フリルのついたワイシャツの上に、ゴツい整備用エプロンを付けた若い女性だ。短い髪を左サイドだけ編み込んだ彼女は、涼しい顔で店内の掃除などしている。
その綺麗な横顔に、ユイは並々ならぬ見覚えがあった。
「ルリ姉」
年齢性別を問わず、ほとんどすべての人物への敬称を『~殿』で統一しているユイが、ほぼ唯一それ以外の呼び方で呼ぶ人物――
「ああ、ユイ。お久しぶりですね」
――彼女こそ、ユイにこのバイトを斡旋した人物であり、ユイの自転車選びに協力したベテランアルバイター。
彼女はユイの目をまっすぐ見つめると、そのまま視線を外さず、こちらに向かって歩いてくる。

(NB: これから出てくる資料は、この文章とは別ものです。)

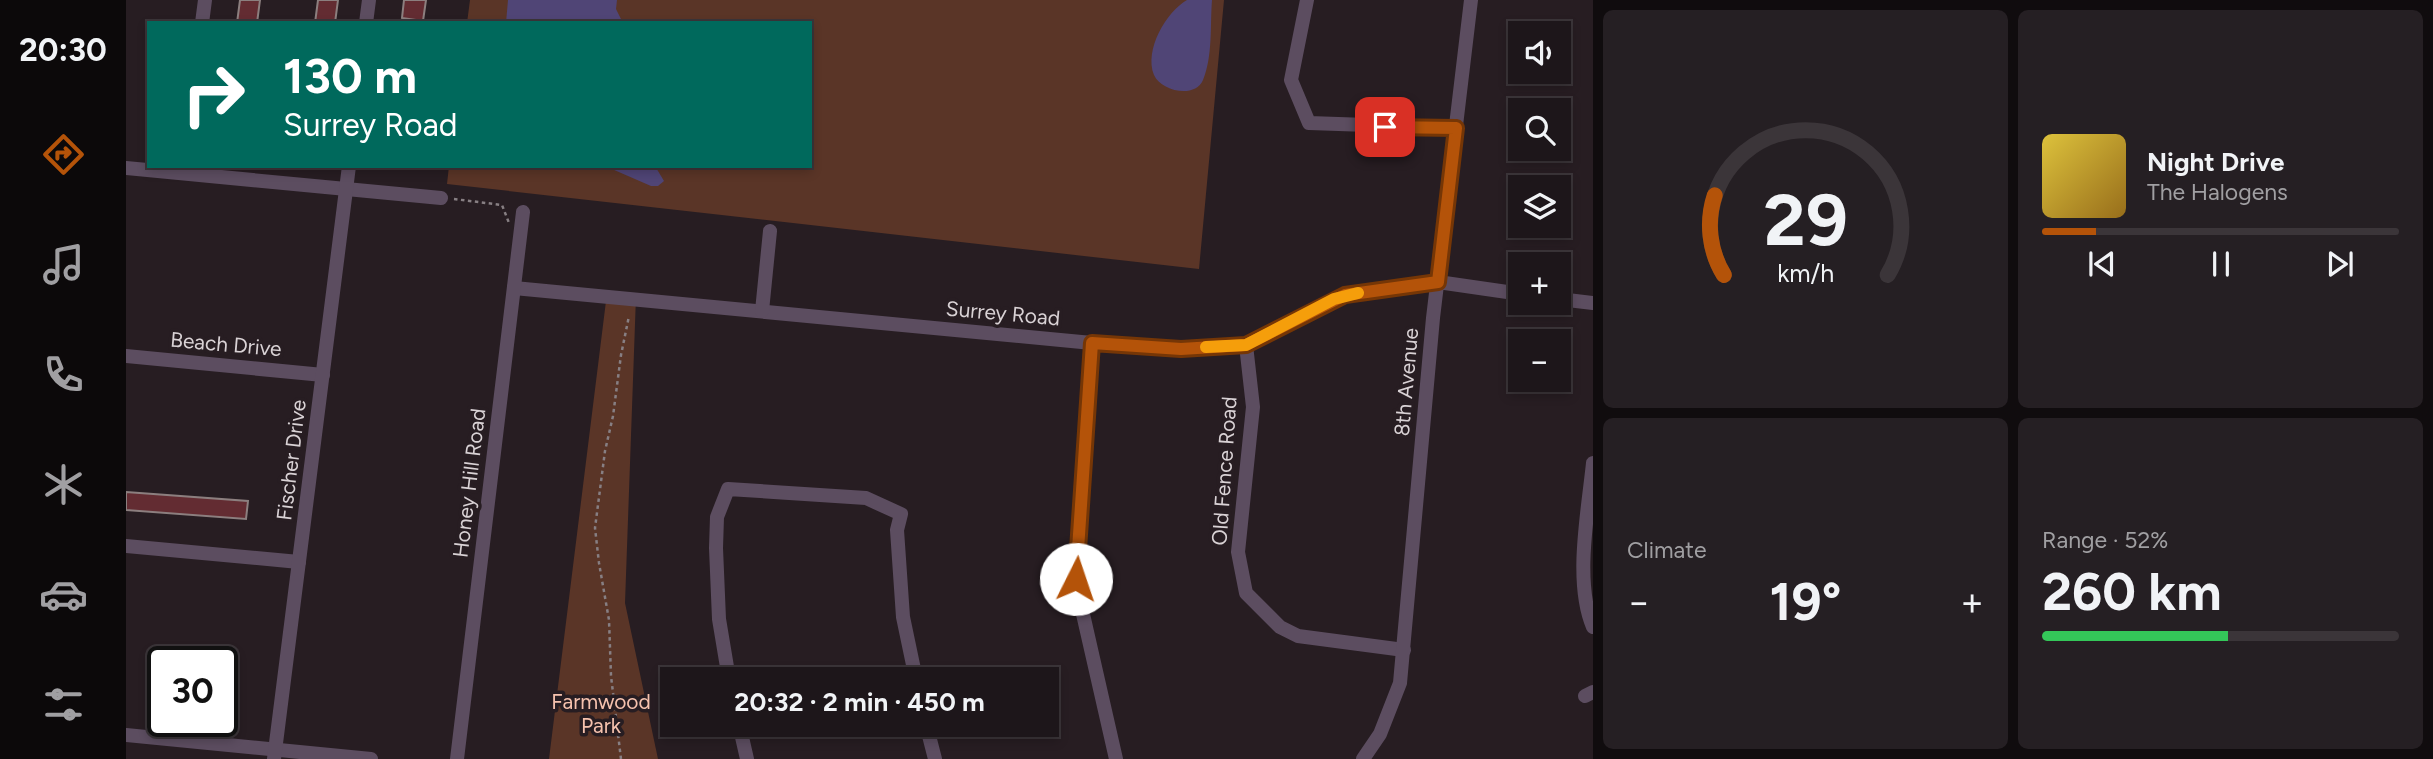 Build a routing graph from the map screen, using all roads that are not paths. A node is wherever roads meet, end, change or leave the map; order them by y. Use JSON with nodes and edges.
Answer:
{"nodes":[{"id":1,"x":205,"y":0,"type":"edge"},
{"id":2,"x":369,"y":0,"type":"edge"},
{"id":3,"x":1307,"y":0,"type":"edge"},
{"id":4,"x":1471,"y":0,"type":"edge"},
{"id":5,"x":202,"y":21,"type":"edge"},
{"id":6,"x":366,"y":21,"type":"edge"},
{"id":7,"x":1456,"y":128,"type":"junction"},
{"id":8,"x":126,"y":167,"type":"edge"},
{"id":9,"x":147,"y":168,"type":"edge"},
{"id":10,"x":154,"y":168,"type":"edge"},
{"id":11,"x":349,"y":168,"type":"edge"},
{"id":12,"x":183,"y":169,"type":"edge"},
{"id":13,"x":346,"y":188,"type":"junction"},
{"id":14,"x":441,"y":198,"type":"road end"},
{"id":15,"x":523,"y":212,"type":"dead end"},
{"id":16,"x":770,"y":231,"type":"dead end"},
{"id":17,"x":1438,"y":282,"type":"junction"},
{"id":18,"x":514,"y":288,"type":"junction"},
{"id":19,"x":1508,"y":292,"type":"edge"},
{"id":20,"x":1571,"y":300,"type":"edge"},
{"id":21,"x":1593,"y":303,"type":"edge"},
{"id":22,"x":762,"y":311,"type":"junction"},
{"id":23,"x":1092,"y":343,"type":"junction"},
{"id":24,"x":1246,"y":345,"type":"junction"},
{"id":25,"x":126,"y":356,"type":"edge"},
{"id":26,"x":323,"y":375,"type":"junction"},
{"id":27,"x":1593,"y":463,"type":"edge"},
{"id":28,"x":1590,"y":525,"type":"edge"},
{"id":29,"x":126,"y":546,"type":"edge"},
{"id":30,"x":299,"y":562,"type":"junction"},
{"id":31,"x":1593,"y":627,"type":"edge"},
{"id":32,"x":1404,"y":650,"type":"junction"},
{"id":33,"x":727,"y":667,"type":"edge"},
{"id":34,"x":913,"y":667,"type":"edge"},
{"id":35,"x":126,"y":735,"type":"edge"},
{"id":36,"x":742,"y":737,"type":"edge"},
{"id":37,"x":929,"y":737,"type":"edge"},
{"id":38,"x":274,"y":754,"type":"edge"},
{"id":39,"x":370,"y":759,"type":"edge"},
{"id":40,"x":457,"y":759,"type":"edge"},
{"id":41,"x":747,"y":759,"type":"edge"},
{"id":42,"x":934,"y":759,"type":"edge"},
{"id":43,"x":1116,"y":759,"type":"edge"},
{"id":44,"x":1363,"y":759,"type":"edge"}],
"edges":[{"from":1,"to":5,"type":"street"},
{"from":2,"to":6,"type":"street"},
{"from":3,"to":7,"type":"street"},
{"from":4,"to":7,"type":"street","name":"8th Avenue"},
{"from":7,"to":17,"type":"street","name":"8th Avenue"},
{"from":8,"to":9,"type":"street"},
{"from":10,"to":12,"type":"street"},
{"from":11,"to":13,"type":"street","name":"Fischer Drive"},
{"from":12,"to":13,"type":"street"},
{"from":13,"to":14,"type":"street"},
{"from":13,"to":26,"type":"street","name":"Fischer Drive"},
{"from":15,"to":18,"type":"street","name":"Honey Hill Road"},
{"from":16,"to":22,"type":"street"},
{"from":17,"to":19,"type":"street","name":"Surrey Road"},
{"from":17,"to":24,"type":"street","name":"Surrey Road"},
{"from":17,"to":32,"type":"street","name":"8th Avenue"},
{"from":18,"to":22,"type":"street","name":"Surrey Road"},
{"from":18,"to":40,"type":"street","name":"Honey Hill Road"},
{"from":20,"to":21,"type":"street"},
{"from":22,"to":23,"type":"street","name":"Surrey Road"},
{"from":23,"to":24,"type":"street","name":"Surrey Road"},
{"from":23,"to":43,"type":"street"},
{"from":24,"to":32,"type":"street","name":"Old Fence Road"},
{"from":25,"to":26,"type":"street","name":"Beach Drive"},
{"from":26,"to":30,"type":"street","name":"Fischer Drive"},
{"from":27,"to":28,"type":"street"},
{"from":28,"to":31,"type":"street"},
{"from":29,"to":30,"type":"street"},
{"from":30,"to":38,"type":"street","name":"Fischer Drive"},
{"from":32,"to":44,"type":"street","name":"8th Avenue"},
{"from":33,"to":34,"type":"street"},
{"from":35,"to":38,"type":"street"},
{"from":36,"to":41,"type":"street"},
{"from":37,"to":42,"type":"street"},
{"from":38,"to":39,"type":"street"}]}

コツ――コツ――コツ――スルン!トントントン!……ふぅ……コツ――コツ――
表情を一つも変えないルリ。せっかくの美人であるのに、彼女は笑顔を見せない。いつだって、その冷たい表情を保っている。
しかし、決して心まで冷たいわけではない。
「ユイ、元気でしたか?」
「いや、何事も無かったかのように話を続けているでござるが、さっき滑って転びかけたのは無かったことにならぬでござるよ?」
「……掃除をしていました。少々、本気を出し過ぎましたかね」
モップを地面に突き立てて、その柄頭に両手を乗せるルリ。クーラーの風が彼女の髪をなびかせるその様子は、まるでどこかの姫騎士のようであった。
さっき転びかけたのは無かったことにならないが。